The Supreme Court will rule on whether Arizona’s law oversteps federal law dealing with illegal immigrants.
That decision will trigger a ruling on Georgia’s law, known as HB 87. A federal judge has blocked parts of it, pending the high court’s ruling.
Attorneys for the Georgia plaintiffs believe the Supreme Court will find the Arizona law constitutional. That means Georgia’s law would soon go into full effect.
But the litigation wouldn’t end there. Charles Kuck is one of the attorneys who sued the state before the law took effect.
“What we would do is, we would go back and gather additional plaintiffs on actual damages by HB 87 being enforced and then file a subsequent piece of litigation in federal court,” Kuck said in an interview.
If the law is upheld, the high court’s ruling wouldn’t immediately rid Georgia of illegal immigrants. There are about 400,000 undocumented residents of various nationalities in Georgia and about 11 million nationwide, according to the Pew Hispanic Center.
This week, leading voices on the issue gathered in Atlanta for The National Immigration Forum’s first-ever Southeast summit.
One of the speakers, Alberto Gonzalez, served as the U.S. Attorney General under Republican President George W. Bush. He said mass deportation isn’t an option.

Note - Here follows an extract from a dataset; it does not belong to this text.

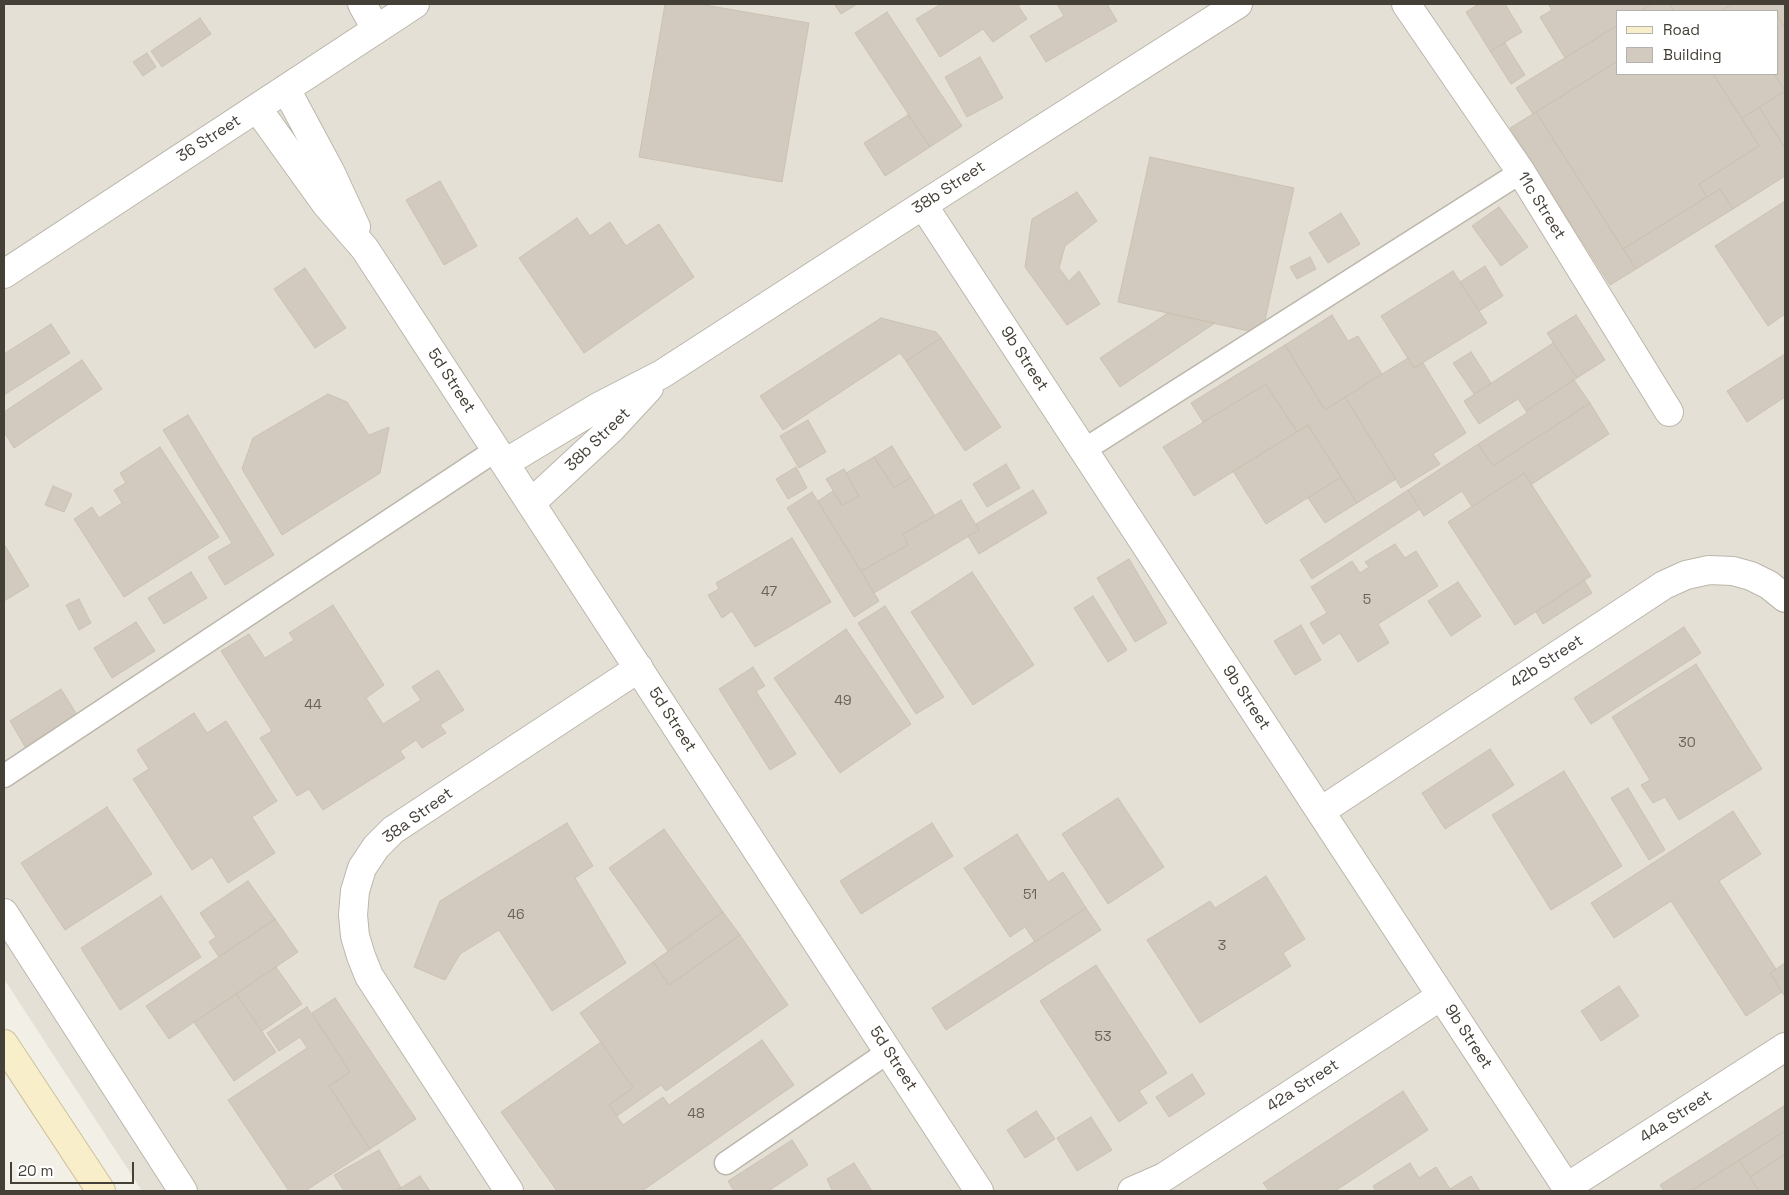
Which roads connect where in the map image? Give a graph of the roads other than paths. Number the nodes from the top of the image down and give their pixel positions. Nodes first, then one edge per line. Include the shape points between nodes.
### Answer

“Our government is incapable of forcibly removing millions of people,” he told the crowd of elected officials, law enforcement officers and others. “We talked about this in the Bush White House and we concluded it can’t be done.”
And he said an exodus of immigrants would create other problems.
“It would cripple our economy,” he said. “It would devastate certain service industries, and farming and construction.”
Georgia farmers have long relied on migrant laborers – some legal, some illegal -- to harvest crops. The workers painstakingly hand-pick fruits and vegetables sold at grocery stores and farmers markets.
Julie Hotchkiss is a research economist at the Federal Reserve Bank of Atlanta. Speaking at the immigration conference, she said eliminating undocumented workers doesn’t open up jobs for legal residents.
She also said illegal labor helps Georgia companies thrive. That’s partly because they can pay them less.
“The implication of employers being able to pay undocumented workers less, is that the firm experiences what we call “rent” or extra profit from employing undocumented workers,” she said. “So basically any attempt to legitimize or eliminate undocumented workers means lower profits.”
Undocumented workers, arguably, have become entrenched in their communities, and accepted by younger generations.
Richard Land is president of the Southern Baptist Convention’s commission on ethics. He says there are about 1 million Hispanic Southern Baptists, of which about 40 percent are undocumented.
Speaking at the immigration conference, he said the Southern Baptist Convention supports a new immigration policy that includes a path to citizenship for illegal residents.
And he says that reflects the thinking of the evangelical group’s younger members.
“The younger they are, the more receptive they are to it,” he said as part of a panel discussion on faith. “And one of the reasons is that most of them, if they are under 25, they’ve gone to school with the children of undocumented workers.”
The Supreme Court will rule on Arizona’s law before the end of June.